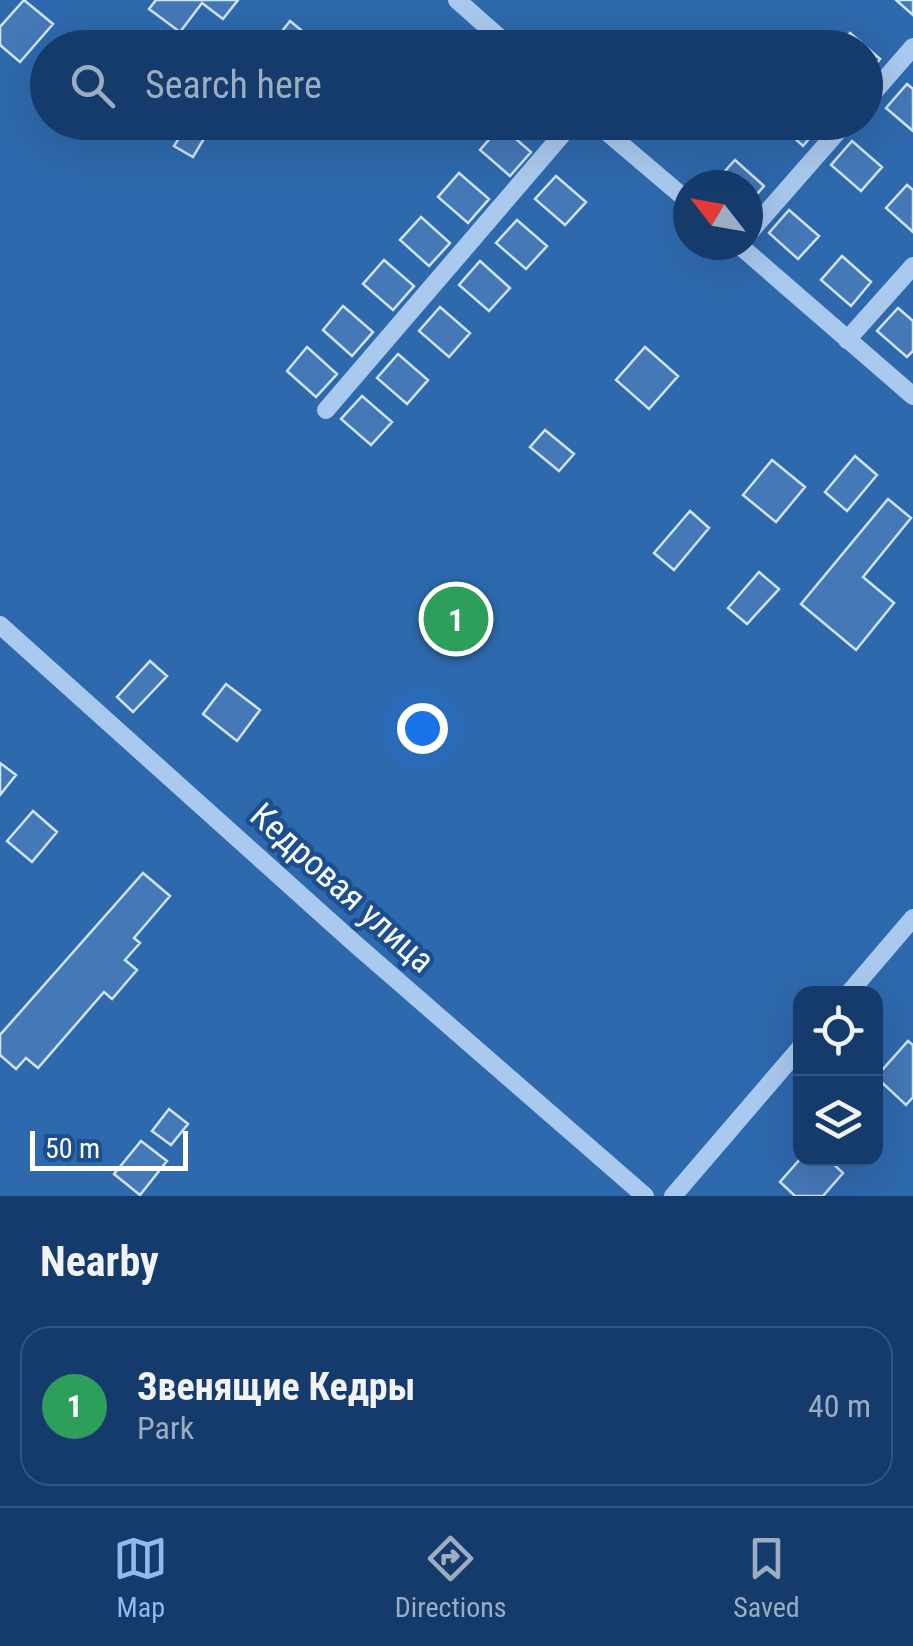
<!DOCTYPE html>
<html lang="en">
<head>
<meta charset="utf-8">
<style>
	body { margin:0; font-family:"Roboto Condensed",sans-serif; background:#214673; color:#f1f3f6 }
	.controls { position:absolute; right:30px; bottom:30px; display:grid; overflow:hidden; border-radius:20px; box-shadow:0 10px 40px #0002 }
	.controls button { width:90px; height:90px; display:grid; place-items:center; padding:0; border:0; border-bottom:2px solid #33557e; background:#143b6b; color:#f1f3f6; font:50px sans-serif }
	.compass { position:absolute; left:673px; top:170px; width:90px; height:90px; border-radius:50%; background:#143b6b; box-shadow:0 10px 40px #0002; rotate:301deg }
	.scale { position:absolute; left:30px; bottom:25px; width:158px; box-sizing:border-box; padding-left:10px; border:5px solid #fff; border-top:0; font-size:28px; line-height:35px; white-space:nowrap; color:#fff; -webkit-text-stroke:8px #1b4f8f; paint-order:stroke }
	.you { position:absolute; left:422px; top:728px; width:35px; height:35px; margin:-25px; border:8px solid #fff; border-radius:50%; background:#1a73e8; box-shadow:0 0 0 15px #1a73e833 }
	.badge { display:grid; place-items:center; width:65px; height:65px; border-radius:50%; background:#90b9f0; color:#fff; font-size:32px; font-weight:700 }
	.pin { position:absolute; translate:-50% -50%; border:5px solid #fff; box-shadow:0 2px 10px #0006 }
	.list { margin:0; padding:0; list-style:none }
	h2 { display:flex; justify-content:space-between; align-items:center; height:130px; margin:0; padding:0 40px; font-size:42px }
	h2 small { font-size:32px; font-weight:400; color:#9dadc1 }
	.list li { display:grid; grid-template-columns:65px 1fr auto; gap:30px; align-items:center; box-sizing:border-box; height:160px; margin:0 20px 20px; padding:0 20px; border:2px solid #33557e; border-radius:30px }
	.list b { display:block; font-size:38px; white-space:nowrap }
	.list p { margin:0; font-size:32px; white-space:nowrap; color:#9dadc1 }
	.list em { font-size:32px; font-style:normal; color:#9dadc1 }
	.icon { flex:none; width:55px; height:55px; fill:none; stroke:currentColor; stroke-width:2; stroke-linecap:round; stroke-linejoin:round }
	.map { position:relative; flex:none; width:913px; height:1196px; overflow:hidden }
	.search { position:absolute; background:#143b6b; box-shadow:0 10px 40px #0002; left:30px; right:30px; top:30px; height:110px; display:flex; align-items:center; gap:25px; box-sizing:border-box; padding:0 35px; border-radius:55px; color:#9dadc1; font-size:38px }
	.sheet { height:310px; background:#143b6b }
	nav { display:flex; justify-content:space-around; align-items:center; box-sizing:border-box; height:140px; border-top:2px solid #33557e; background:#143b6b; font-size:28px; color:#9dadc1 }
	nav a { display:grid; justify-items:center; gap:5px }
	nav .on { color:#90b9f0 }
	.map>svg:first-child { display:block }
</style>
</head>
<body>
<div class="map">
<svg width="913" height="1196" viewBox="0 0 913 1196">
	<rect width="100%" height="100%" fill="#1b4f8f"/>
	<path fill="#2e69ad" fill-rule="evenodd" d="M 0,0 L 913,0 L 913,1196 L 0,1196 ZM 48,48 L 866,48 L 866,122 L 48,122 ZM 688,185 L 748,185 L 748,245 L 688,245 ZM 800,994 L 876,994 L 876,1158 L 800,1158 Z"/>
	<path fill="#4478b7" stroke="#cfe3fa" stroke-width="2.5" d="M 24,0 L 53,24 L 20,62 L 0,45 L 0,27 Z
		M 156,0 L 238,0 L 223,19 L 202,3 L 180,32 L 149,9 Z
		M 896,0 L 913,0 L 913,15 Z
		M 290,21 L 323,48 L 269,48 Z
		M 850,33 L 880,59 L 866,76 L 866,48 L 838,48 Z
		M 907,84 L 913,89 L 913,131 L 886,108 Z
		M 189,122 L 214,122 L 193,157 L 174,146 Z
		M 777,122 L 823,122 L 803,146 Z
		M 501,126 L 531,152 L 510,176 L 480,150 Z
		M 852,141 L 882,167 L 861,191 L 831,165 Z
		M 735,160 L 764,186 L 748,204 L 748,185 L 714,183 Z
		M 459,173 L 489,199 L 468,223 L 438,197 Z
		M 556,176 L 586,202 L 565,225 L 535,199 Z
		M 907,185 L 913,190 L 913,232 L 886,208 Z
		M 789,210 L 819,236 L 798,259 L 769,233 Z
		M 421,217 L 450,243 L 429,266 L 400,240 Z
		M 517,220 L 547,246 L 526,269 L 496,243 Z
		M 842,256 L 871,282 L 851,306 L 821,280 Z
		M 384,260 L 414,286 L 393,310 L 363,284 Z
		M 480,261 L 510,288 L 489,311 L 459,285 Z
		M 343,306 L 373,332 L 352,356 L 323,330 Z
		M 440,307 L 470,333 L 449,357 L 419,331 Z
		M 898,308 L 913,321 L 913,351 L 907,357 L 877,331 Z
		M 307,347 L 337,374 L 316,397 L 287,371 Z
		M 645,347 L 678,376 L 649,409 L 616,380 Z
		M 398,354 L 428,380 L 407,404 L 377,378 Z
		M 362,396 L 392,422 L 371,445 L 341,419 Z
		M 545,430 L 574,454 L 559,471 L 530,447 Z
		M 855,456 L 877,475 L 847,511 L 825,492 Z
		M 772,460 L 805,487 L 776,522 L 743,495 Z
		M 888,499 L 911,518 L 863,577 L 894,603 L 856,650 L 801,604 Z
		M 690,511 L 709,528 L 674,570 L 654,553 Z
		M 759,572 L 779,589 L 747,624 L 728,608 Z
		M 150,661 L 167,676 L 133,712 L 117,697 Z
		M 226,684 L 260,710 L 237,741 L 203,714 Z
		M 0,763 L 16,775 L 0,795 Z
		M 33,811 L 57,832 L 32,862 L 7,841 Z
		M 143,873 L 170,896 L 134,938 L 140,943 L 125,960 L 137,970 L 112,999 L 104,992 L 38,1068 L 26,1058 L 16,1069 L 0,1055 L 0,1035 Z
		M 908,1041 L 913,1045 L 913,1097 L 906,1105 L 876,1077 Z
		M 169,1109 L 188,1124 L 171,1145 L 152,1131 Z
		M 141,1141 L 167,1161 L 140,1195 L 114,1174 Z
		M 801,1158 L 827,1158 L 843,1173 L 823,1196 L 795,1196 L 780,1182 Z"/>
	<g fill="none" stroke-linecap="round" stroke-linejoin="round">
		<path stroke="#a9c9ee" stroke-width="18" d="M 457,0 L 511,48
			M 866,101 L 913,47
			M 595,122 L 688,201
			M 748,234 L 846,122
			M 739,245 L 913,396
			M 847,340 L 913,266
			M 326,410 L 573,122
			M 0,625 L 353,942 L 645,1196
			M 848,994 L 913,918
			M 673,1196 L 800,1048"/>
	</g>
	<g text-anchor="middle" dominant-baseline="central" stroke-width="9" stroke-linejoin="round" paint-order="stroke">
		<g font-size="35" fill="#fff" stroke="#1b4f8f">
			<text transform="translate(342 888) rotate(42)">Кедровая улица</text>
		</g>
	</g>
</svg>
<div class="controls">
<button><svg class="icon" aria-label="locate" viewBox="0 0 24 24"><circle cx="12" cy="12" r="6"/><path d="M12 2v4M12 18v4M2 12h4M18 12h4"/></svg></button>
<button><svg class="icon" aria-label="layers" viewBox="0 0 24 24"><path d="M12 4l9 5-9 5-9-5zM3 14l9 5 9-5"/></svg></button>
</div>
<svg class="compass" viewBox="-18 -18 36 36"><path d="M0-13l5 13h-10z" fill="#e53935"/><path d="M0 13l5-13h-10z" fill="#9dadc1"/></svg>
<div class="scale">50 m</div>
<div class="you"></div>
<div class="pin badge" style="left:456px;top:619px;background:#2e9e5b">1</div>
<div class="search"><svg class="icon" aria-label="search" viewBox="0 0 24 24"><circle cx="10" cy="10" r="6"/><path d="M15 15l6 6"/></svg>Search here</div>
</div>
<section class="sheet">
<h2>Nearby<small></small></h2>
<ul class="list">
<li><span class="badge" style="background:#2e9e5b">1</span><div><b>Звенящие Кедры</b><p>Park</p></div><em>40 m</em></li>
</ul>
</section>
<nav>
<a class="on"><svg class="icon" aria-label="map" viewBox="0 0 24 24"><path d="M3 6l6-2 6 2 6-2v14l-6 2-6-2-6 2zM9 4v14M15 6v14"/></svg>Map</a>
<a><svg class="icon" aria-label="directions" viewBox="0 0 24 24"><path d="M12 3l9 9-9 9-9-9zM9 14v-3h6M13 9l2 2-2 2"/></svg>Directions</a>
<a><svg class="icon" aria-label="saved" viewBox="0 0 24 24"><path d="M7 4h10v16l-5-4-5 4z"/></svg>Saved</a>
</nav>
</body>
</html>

• **EXERCISE INSTRUCTIONS**: Pictures are to be left out; the lines from the start of the records above through the line holding "position:absolute; left:30px; bottom:25px;" are to be returned exactly.

• **ANSWER SPACE**:
<!DOCTYPE html>
<html lang="en">
<head>
<meta charset="utf-8">
<style>
	body { margin:0; font-family:"Roboto Condensed",sans-serif; background:#214673; color:#f1f3f6 }
	.controls { position:absolute; right:30px; bottom:30px; display:grid; overflow:hidden; border-radius:20px; box-shadow:0 10px 40px #0002 }
	.controls button { width:90px; height:90px; display:grid; place-items:center; padding:0; border:0; border-bottom:2px solid #33557e; background:#143b6b; color:#f1f3f6; font:50px sans-serif }
	.compass { position:absolute; left:673px; top:170px; width:90px; height:90px; border-radius:50%; background:#143b6b; box-shadow:0 10px 40px #0002; rotate:301deg }
	.scale { position:absolute; left:30px; bottom:25px; width:158px; box-sizing:border-box; padding-left:10px; border:5px solid #fff; border-top:0; font-size:28px; line-height:35px; white-space:nowrap; color:#fff; -webkit-text-stroke:8px #1b4f8f; paint-order:stroke }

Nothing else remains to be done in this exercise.